**WHAT YOU WILL DO:** Count how many lines hold "Центральный" in the records, and respond with that number by itself.

**TASK INPUTS:**
-=-=-

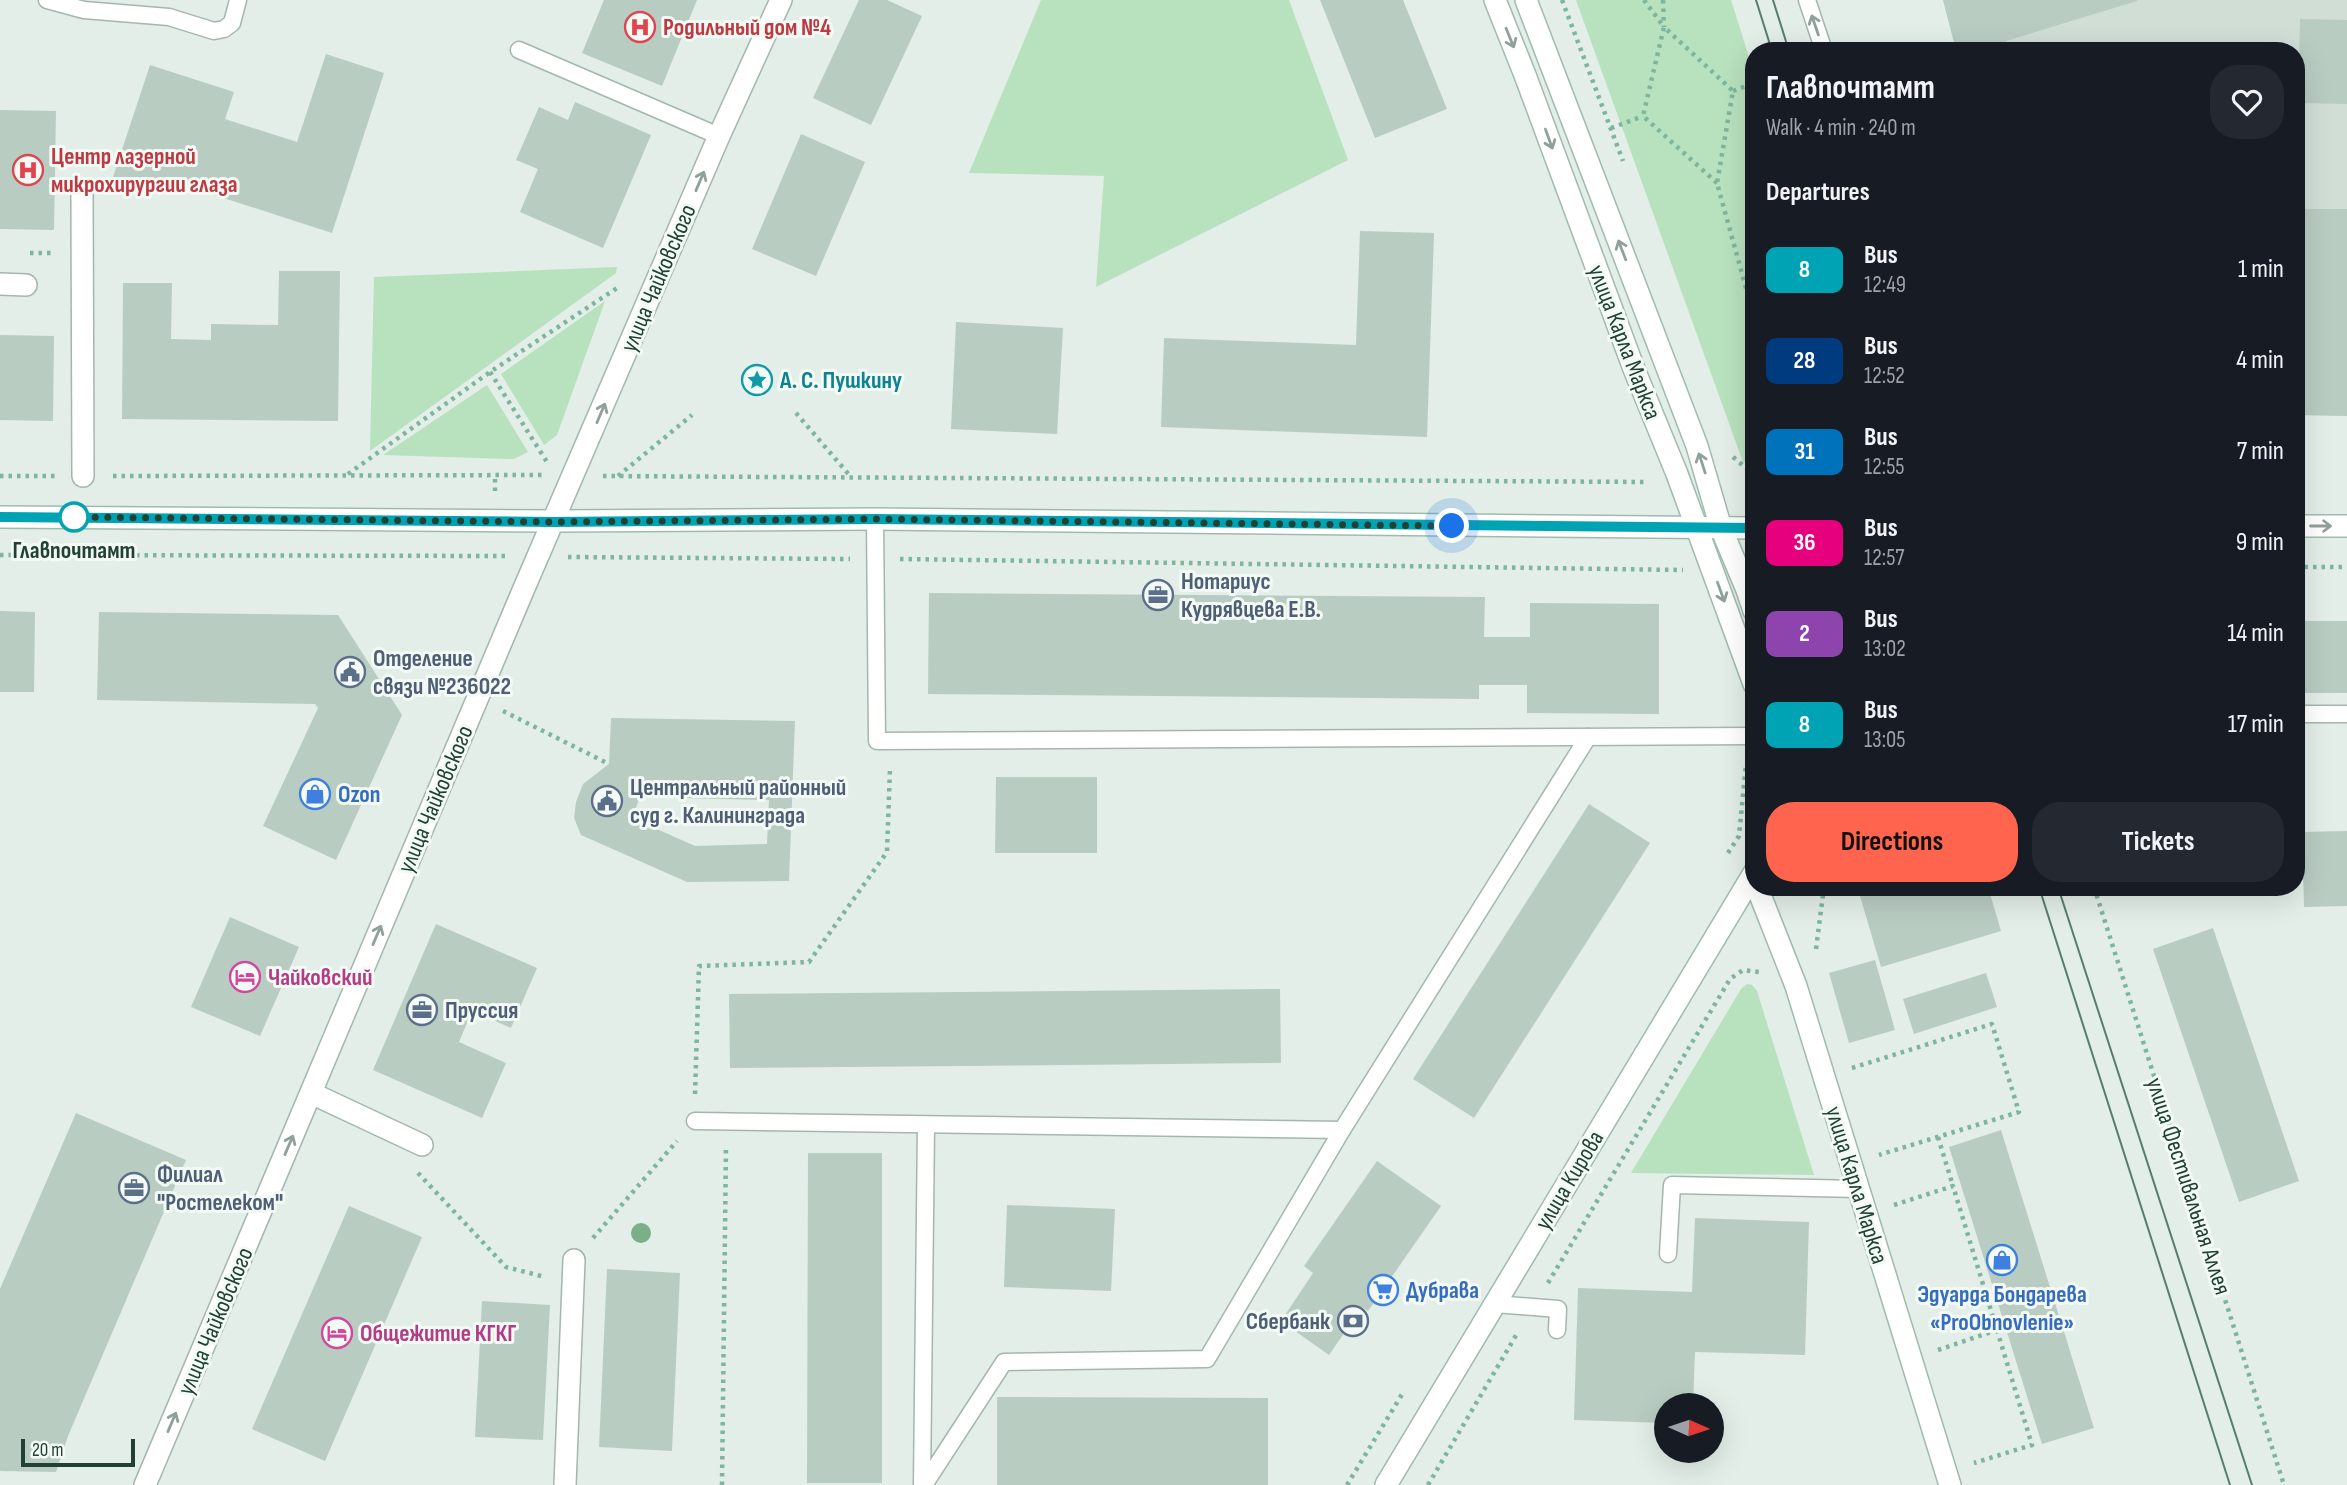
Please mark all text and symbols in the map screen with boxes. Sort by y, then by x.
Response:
hospital icon: Родильный дом №4 [623,10,657,44]
place label: Родильный дом №4 [663,13,831,42]
one-way arrow [1808,15,1820,37]
one-way arrow [1505,26,1518,48]
button: heart [2210,65,2284,139]
text: Главпочтамт [1766,68,1935,108]
text: Walk · 4 min · 240 m [1766,114,1916,142]
one-way arrow [1544,128,1556,150]
place label: Центр лазерной микрохирургии глаза [51,142,238,199]
hospital icon: Центр лазерной микрохирургии глаза [11,153,45,187]
one-way arrow [694,171,707,192]
text: Departures [1766,177,1870,208]
street label: улица Чайковского [614,200,703,356]
one-way arrow [1614,239,1627,261]
text: Bus [1864,240,1898,271]
text: 1 min [2238,254,2284,285]
text: 8 [1799,255,1810,284]
street label: улица Карла Маркса [1582,261,1667,424]
text: 12:49 [1864,271,1906,299]
text: Bus [1864,331,1898,362]
text: 4 min [2236,345,2284,376]
text: 28 [1794,346,1815,375]
text: 12:52 [1864,362,1905,390]
place icon: А. С. Пушкину [740,363,774,397]
place label: А. С. Пушкину [779,366,902,395]
one-way arrow [595,402,608,424]
text: Bus [1864,422,1898,453]
text: 7 min [2237,436,2284,467]
text: 31 [1794,437,1815,466]
one-way arrow [1695,452,1707,474]
text: 12:55 [1864,453,1905,481]
marker: Главпочтамт [59,502,89,532]
your location [1434,508,1469,543]
text: Bus [1864,513,1898,544]
one-way arrow [2310,519,2333,533]
text: 9 min [2236,527,2284,558]
text: 36 [1793,528,1816,557]
place label: Главпочтамт [13,536,135,565]
text: 12:57 [1864,544,1904,572]
place label: Нотариус Кудрявцева Е.В. [1181,567,1321,624]
office icon: Нотариус Кудрявцева Е.В. [1141,578,1175,612]
one-way arrow [1715,580,1728,602]
text: Bus [1864,604,1898,635]
text: 14 min [2227,618,2284,649]
text: 2 [1799,619,1810,648]
text: 13:02 [1864,635,1906,663]
place label: Отделение связи №236022 [373,644,511,701]
public building icon: Отделение связи №236022 [333,655,367,689]
text: Bus [1864,695,1898,726]
text: 17 min [2228,709,2284,740]
text: 8 [1799,710,1810,739]
street label: улица Чайковского [391,721,480,877]
text: 13:05 [1864,726,1906,754]
place label: Центральный районный суд г. Калининграда [630,773,846,830]
shop icon: Ozon [298,777,332,811]
place label: Ozon [338,780,381,809]
public building icon: Центральный районный суд г. Калининграда [590,784,624,818]
button: Directions [1766,802,2018,882]
button: Tickets [2032,802,2284,882]
one-way arrow [371,925,384,946]
hotel icon: Чайковский [228,960,262,994]
place label: Чайковский [268,963,372,992]
office icon: Пруссия [405,993,439,1027]
place label: Пруссия [445,996,518,1025]
street label: улица Фестивальная Аллея [2140,1074,2237,1298]
street label: улица Карла Маркса [1819,1103,1894,1267]
street label: улица Кирова [1529,1125,1610,1235]
one-way arrow [283,1134,296,1156]
place label: Филиал "Ростелеком" [157,1160,283,1217]
office icon: Филиал "Ростелеком" [117,1171,151,1205]
street label: улица Чайковского [171,1243,260,1399]
shop icon: Эдуарда Бондарева «ProObnovlenie» [1985,1243,2019,1277]
supermarket icon: Дубрава [1366,1273,1400,1307]
place label: Дубрава [1406,1276,1479,1305]
place label: Эдуарда Бондарева «ProObnovlenie» [1917,1280,2087,1337]
bank icon: Сбербанк [1336,1304,1370,1338]
place label: Сбербанк [1246,1307,1331,1336]
hotel icon: Общежитие КГКГ [320,1316,354,1350]
place label: Общежитие КГКГ [360,1319,516,1348]
north arrow [1654,1393,1724,1463]
map controls [1654,1393,1724,1463]
one-way arrow [166,1412,179,1433]
scale bar [21,1436,135,1468]
text: 20 m [32,1439,64,1462]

-=-=-

**TASK ANSWER:** 2